=== Begin Enclosure ===

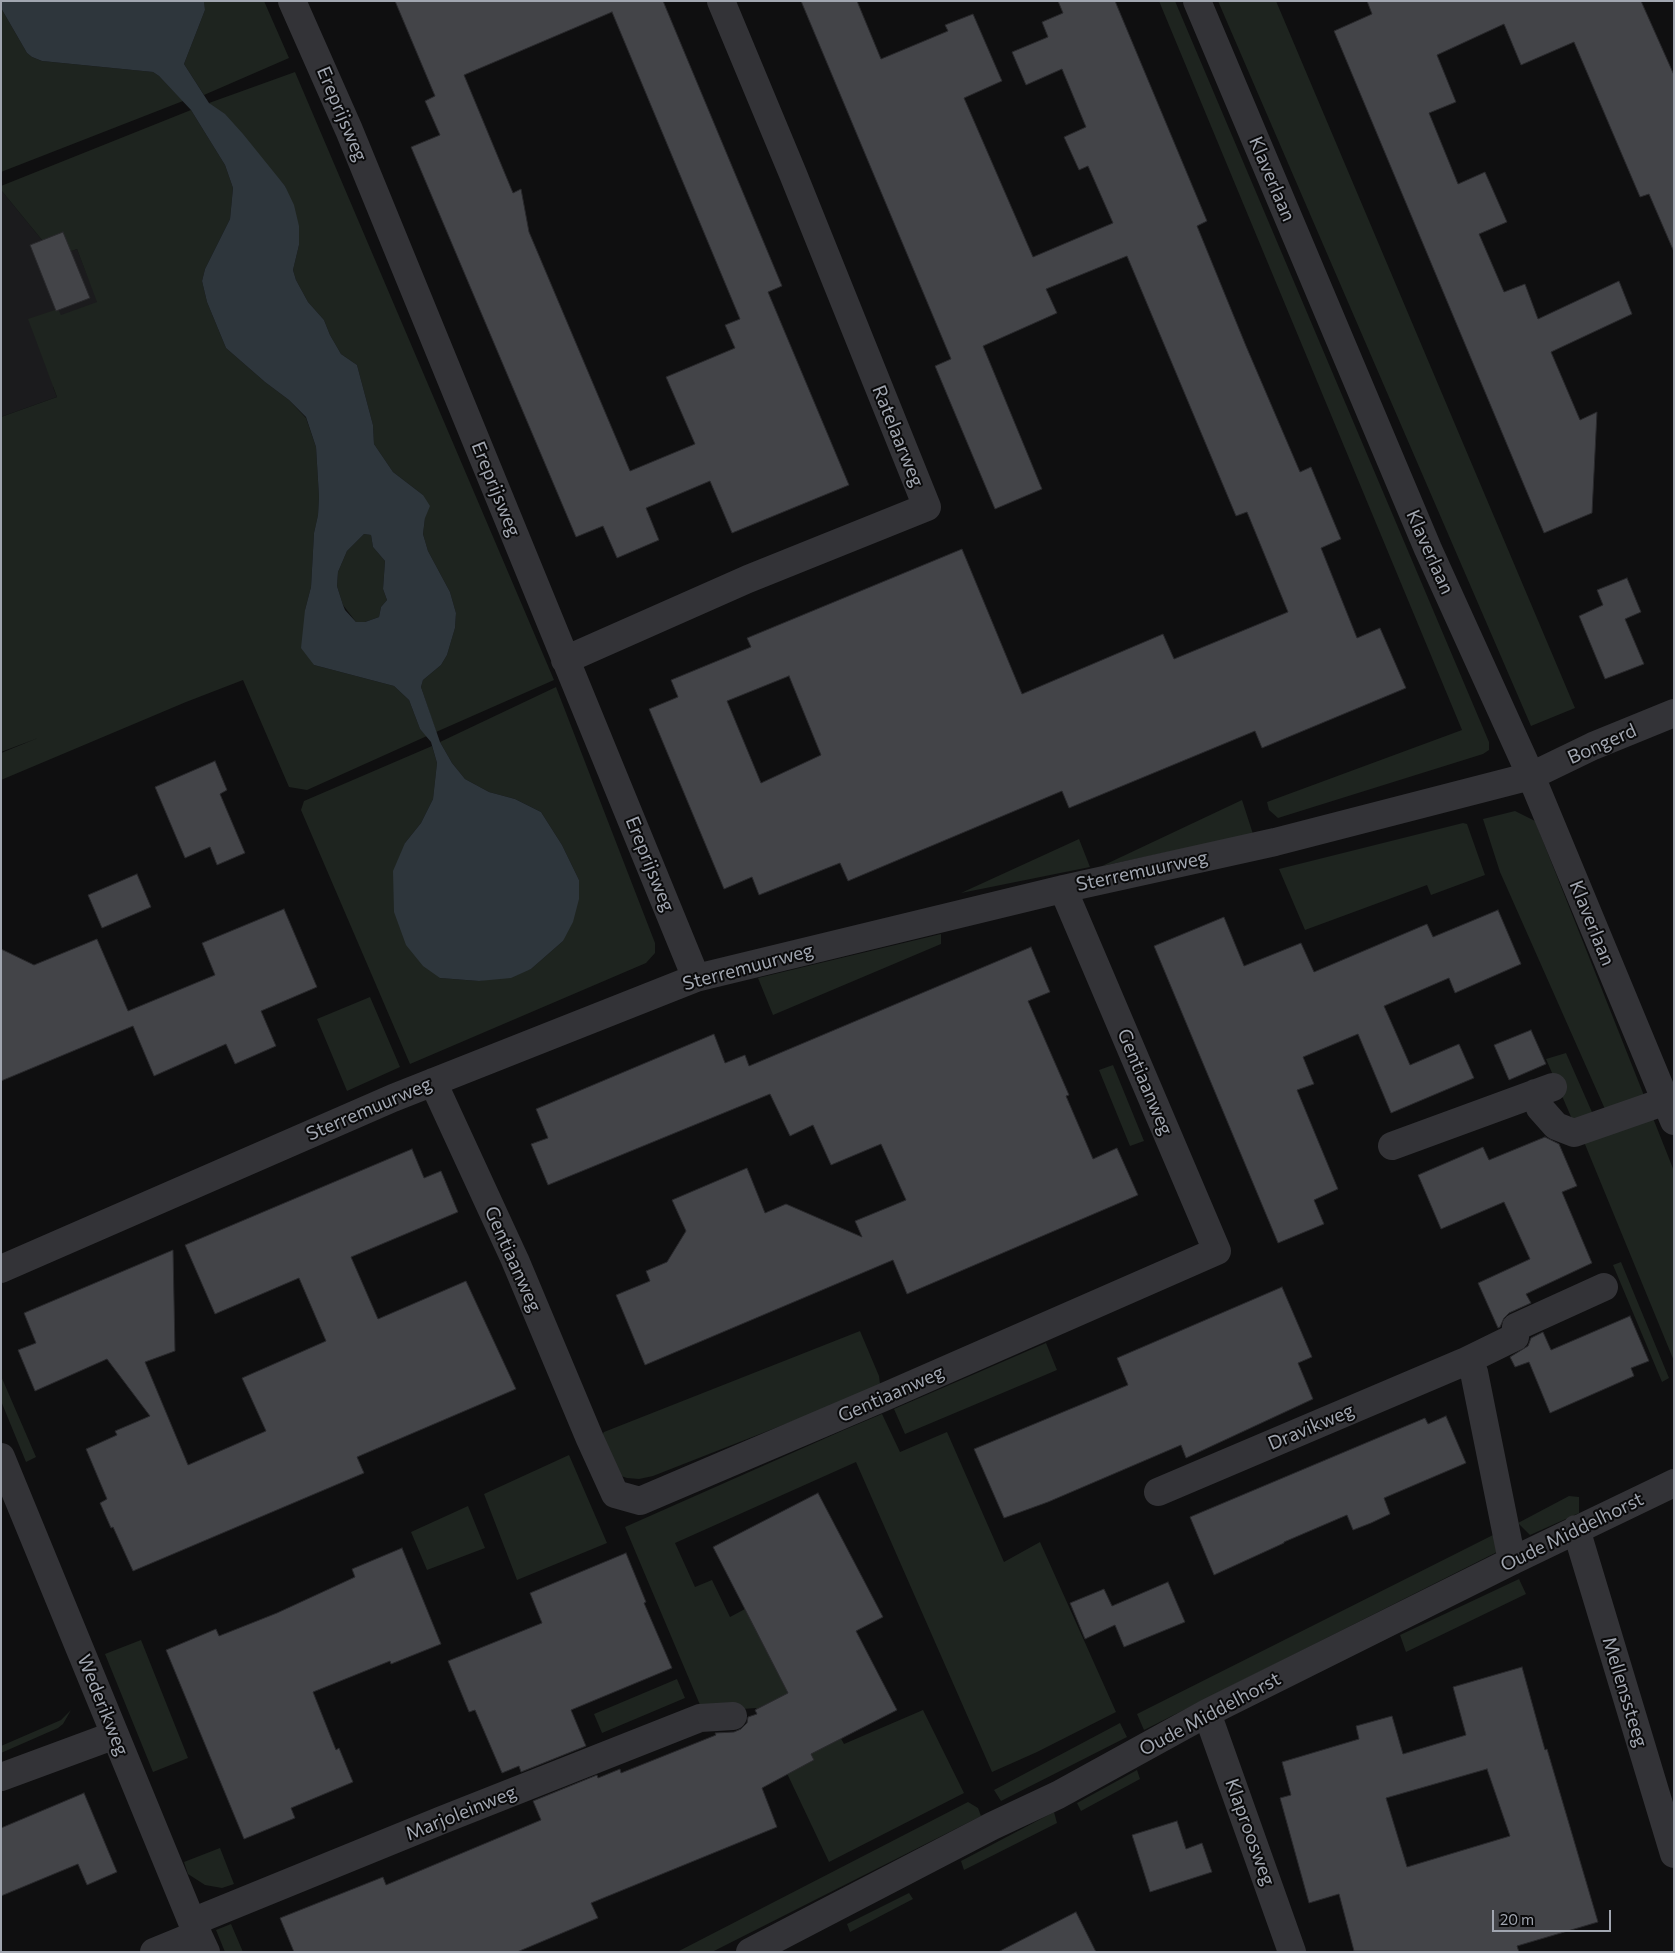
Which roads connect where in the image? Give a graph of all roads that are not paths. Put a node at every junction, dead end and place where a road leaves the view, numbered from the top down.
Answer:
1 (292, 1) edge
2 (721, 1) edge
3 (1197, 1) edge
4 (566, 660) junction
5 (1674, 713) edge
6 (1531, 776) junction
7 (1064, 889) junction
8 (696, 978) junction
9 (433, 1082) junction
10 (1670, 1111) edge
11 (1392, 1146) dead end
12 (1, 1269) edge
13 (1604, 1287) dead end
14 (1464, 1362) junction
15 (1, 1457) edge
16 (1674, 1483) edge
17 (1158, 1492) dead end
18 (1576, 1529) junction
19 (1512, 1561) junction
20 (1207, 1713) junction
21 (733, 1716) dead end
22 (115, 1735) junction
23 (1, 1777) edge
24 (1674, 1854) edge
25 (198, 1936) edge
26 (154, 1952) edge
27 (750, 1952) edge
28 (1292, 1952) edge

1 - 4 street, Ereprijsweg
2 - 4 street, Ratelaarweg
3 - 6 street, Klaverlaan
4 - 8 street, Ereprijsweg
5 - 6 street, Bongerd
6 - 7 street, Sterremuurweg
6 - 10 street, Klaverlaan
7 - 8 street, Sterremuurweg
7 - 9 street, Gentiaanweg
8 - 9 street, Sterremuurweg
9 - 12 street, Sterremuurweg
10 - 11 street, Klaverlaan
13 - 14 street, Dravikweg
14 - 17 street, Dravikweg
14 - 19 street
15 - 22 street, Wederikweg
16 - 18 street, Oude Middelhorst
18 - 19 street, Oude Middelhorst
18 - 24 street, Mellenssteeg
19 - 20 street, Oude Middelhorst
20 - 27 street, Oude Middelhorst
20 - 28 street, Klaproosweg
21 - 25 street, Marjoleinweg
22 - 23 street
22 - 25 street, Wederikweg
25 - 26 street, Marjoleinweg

=== End Enclosure ===

Your objective:
From the first line to the last, retype the entries above exactly, minus the pictures.

Exercise result:
Which roads connect where in the image? Give a graph of all roads that are not paths. Put a node at every junction, dead end and place where a road leaves the view, numbered from the top down.
Answer:
1 (292, 1) edge
2 (721, 1) edge
3 (1197, 1) edge
4 (566, 660) junction
5 (1674, 713) edge
6 (1531, 776) junction
7 (1064, 889) junction
8 (696, 978) junction
9 (433, 1082) junction
10 (1670, 1111) edge
11 (1392, 1146) dead end
12 (1, 1269) edge
13 (1604, 1287) dead end
14 (1464, 1362) junction
15 (1, 1457) edge
16 (1674, 1483) edge
17 (1158, 1492) dead end
18 (1576, 1529) junction
19 (1512, 1561) junction
20 (1207, 1713) junction
21 (733, 1716) dead end
22 (115, 1735) junction
23 (1, 1777) edge
24 (1674, 1854) edge
25 (198, 1936) edge
26 (154, 1952) edge
27 (750, 1952) edge
28 (1292, 1952) edge

1 - 4 street, Ereprijsweg
2 - 4 street, Ratelaarweg
3 - 6 street, Klaverlaan
4 - 8 street, Ereprijsweg
5 - 6 street, Bongerd
6 - 7 street, Sterremuurweg
6 - 10 street, Klaverlaan
7 - 8 street, Sterremuurweg
7 - 9 street, Gentiaanweg
8 - 9 street, Sterremuurweg
9 - 12 street, Sterremuurweg
10 - 11 street, Klaverlaan
13 - 14 street, Dravikweg
14 - 17 street, Dravikweg
14 - 19 street
15 - 22 street, Wederikweg
16 - 18 street, Oude Middelhorst
18 - 19 street, Oude Middelhorst
18 - 24 street, Mellenssteeg
19 - 20 street, Oude Middelhorst
20 - 27 street, Oude Middelhorst
20 - 28 street, Klaproosweg
21 - 25 street, Marjoleinweg
22 - 23 street
22 - 25 street, Wederikweg
25 - 26 street, Marjoleinweg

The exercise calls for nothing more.